As muscle fibers in the gastrocnemii attach to common Achilles tendon movements about the ankle are often conceived as occurring predominantly as plantarflexion and dorsiflexion. Recently, studies have indicated a contribution of inversion and eversion torques from the gastrocnemii (Vieira et al. 2013) during electrical stimulation to the tibial nerve. Furthermore, in vivo estimates indicate a significant inversion moment arm existing for the human MG muscle, as well as a significant eversion moment arm existing for the LG muscle (Lee and Piazza 2008). It follows that motor units positioned in mechanically advantageous positions are modulated in a medio-lateral direction to produce these inversion and eversion torques. In absolute terms, the gastrocnemii barycenters across directional conditions were more variable in the proximo-distal shifts (across the rows) than in the medio-lateral direction (across the columns) (Fig. 5). Considering that we did not record from the entire gastrocnemius proximo-distal volume, variabilities reported in Fig. 5 may have been underestimated. The high variability of the barycenters’ proximo-distal coordinate (across the rows) is in agreement with observations of spatially localized muscle units in MG (Vieira et al. 2015), suggesting there is no preferential recruitment of either proximal or distal units with perturbation direction. Conversely, the small variability of the barycenters in the medio-lateral direction (across the columns) is indicative of a consistent, spatially localized response. Such consistency suggests that gastrocnemius muscle units occupy specific medio-lateral regions, with units located predominantly medially laterally being more likely suited to produce inversion–eversion moments about the ankle, illustrating the functional role of the MG and LG.
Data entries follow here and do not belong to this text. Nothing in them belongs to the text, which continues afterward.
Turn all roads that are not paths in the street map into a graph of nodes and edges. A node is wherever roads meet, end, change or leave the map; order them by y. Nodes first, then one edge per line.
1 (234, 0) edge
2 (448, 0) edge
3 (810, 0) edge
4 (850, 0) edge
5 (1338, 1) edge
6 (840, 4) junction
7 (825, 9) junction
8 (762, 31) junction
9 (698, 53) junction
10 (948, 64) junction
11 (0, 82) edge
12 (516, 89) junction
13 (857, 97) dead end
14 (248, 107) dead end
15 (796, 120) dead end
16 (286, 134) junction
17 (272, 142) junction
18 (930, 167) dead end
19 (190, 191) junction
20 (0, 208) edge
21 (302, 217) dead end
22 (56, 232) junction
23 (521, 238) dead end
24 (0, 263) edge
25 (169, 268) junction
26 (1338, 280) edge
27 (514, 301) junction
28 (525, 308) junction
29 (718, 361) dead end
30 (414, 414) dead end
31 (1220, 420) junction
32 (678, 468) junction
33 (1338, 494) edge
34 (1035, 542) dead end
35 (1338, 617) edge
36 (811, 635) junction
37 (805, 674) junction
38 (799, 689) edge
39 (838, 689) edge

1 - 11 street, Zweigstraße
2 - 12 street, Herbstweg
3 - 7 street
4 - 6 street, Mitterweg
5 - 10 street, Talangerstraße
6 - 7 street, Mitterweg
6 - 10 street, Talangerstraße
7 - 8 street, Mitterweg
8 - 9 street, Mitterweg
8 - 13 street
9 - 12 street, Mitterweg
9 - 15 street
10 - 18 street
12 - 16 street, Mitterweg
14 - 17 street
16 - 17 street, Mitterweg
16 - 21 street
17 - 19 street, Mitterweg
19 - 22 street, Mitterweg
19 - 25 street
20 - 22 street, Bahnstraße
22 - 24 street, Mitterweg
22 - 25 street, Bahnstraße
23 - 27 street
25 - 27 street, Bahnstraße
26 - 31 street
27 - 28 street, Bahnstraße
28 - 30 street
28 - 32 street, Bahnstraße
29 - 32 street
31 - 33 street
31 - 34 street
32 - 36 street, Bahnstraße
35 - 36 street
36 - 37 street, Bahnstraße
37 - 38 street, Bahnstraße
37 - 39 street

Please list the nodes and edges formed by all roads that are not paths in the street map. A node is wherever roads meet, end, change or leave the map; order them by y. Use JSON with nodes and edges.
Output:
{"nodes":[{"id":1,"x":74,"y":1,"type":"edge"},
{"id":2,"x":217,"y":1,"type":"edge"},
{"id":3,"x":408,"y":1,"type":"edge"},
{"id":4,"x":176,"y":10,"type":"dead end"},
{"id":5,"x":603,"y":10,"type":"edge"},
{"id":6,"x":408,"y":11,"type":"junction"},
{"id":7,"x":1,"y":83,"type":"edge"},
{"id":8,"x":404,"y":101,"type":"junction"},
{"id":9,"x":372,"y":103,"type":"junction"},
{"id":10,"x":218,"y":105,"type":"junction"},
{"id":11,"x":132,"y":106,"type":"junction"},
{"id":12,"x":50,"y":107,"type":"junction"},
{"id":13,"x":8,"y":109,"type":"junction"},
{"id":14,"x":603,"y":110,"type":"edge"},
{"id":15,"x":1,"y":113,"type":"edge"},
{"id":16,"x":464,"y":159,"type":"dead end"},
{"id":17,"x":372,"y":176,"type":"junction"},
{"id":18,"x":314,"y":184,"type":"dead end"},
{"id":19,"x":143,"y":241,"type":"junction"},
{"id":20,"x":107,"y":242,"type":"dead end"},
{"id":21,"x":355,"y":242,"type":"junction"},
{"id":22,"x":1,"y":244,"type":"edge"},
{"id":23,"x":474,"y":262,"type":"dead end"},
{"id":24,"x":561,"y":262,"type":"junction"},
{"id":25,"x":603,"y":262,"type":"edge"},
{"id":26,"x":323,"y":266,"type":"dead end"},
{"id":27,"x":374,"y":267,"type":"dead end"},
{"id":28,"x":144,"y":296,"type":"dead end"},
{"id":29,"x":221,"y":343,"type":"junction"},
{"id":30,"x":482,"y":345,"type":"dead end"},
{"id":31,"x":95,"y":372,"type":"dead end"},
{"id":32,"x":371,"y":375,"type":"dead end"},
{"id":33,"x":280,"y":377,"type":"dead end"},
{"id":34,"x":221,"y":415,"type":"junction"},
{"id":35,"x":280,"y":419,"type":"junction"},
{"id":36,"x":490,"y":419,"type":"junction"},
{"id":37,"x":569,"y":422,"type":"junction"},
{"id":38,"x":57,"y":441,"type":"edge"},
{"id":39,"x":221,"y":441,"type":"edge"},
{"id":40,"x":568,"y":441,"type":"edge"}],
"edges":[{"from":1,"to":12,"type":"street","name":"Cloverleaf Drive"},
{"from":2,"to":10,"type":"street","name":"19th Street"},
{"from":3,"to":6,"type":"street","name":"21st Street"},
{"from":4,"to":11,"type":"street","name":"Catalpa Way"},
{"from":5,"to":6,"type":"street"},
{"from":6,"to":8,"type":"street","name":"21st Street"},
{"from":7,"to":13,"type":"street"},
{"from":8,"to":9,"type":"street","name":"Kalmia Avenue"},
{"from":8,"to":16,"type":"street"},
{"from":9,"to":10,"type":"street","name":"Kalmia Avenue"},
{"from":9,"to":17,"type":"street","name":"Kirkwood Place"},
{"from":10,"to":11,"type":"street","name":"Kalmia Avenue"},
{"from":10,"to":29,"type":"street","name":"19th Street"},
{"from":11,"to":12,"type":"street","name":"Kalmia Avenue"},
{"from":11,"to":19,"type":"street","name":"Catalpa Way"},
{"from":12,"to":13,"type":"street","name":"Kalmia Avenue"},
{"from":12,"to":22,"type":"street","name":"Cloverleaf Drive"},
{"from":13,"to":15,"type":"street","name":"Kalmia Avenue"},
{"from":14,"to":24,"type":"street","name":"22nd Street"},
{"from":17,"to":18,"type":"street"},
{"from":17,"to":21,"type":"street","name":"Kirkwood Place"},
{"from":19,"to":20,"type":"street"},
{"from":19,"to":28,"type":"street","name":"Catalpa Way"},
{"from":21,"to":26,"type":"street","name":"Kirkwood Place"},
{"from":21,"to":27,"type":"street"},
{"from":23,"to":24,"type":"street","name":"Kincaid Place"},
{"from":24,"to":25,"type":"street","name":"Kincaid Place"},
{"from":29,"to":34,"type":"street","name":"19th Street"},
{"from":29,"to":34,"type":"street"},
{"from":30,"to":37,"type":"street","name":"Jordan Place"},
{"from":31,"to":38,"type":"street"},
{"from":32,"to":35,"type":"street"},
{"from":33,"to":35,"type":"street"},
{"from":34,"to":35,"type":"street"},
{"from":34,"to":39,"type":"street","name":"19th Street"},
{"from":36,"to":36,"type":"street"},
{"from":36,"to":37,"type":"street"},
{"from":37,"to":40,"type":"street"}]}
It should be noted that the regional modulation pattern occurred as a continuum, with some participants having greater or lesser regional EMG modulation (greater/lesser shifts in barycenter, higher/lower changes in MG %). Participants with less regional EMG modulation (MG % change of < 25%, barycenter shifts of < 2 mm in the medial–lateral plane) can be found clustering within the repeated-measures correlation (Fig. 6), such that they do not employ a similar motor control strategy to those who have a stronger regional modulation. These participants generate one specific kinematic parameter for all the different perturbation directions. They employ an ankle dorsiflexion, knee flexion and adduction, hip flexion and abduction movements regardless of the perturbation direction (Fig. 6). This is markedly different to those participants whose EMG measures are regionally modulated to a higher degree and employ an adaptable pattern of kinematic movements. This qualitative observation demonstrates the functional significance of the regional EMG modulation. Participants that regionally modulate their EMG measures to a lesser degree may rely on co-contraction of other postural muscles, creating stiffer postural responses.

Conclusion

This study supports regional modulation in the ankle plantarflexors (MG, LG and SOL) during unilateral balancing tasks. This EMG modulation pattern was related to perturbation direction, with barycenters shifting medially in MG, LG and SOL, and proximally in SOL, when perturbation direction moved left to right, and the gastrocnemius muscle opposite to the direction of pull of the perturbation showing the highest relative amplitude of activation. This reveals a task-dependent modulation of the ankle plantarflexors during standing external perturbations.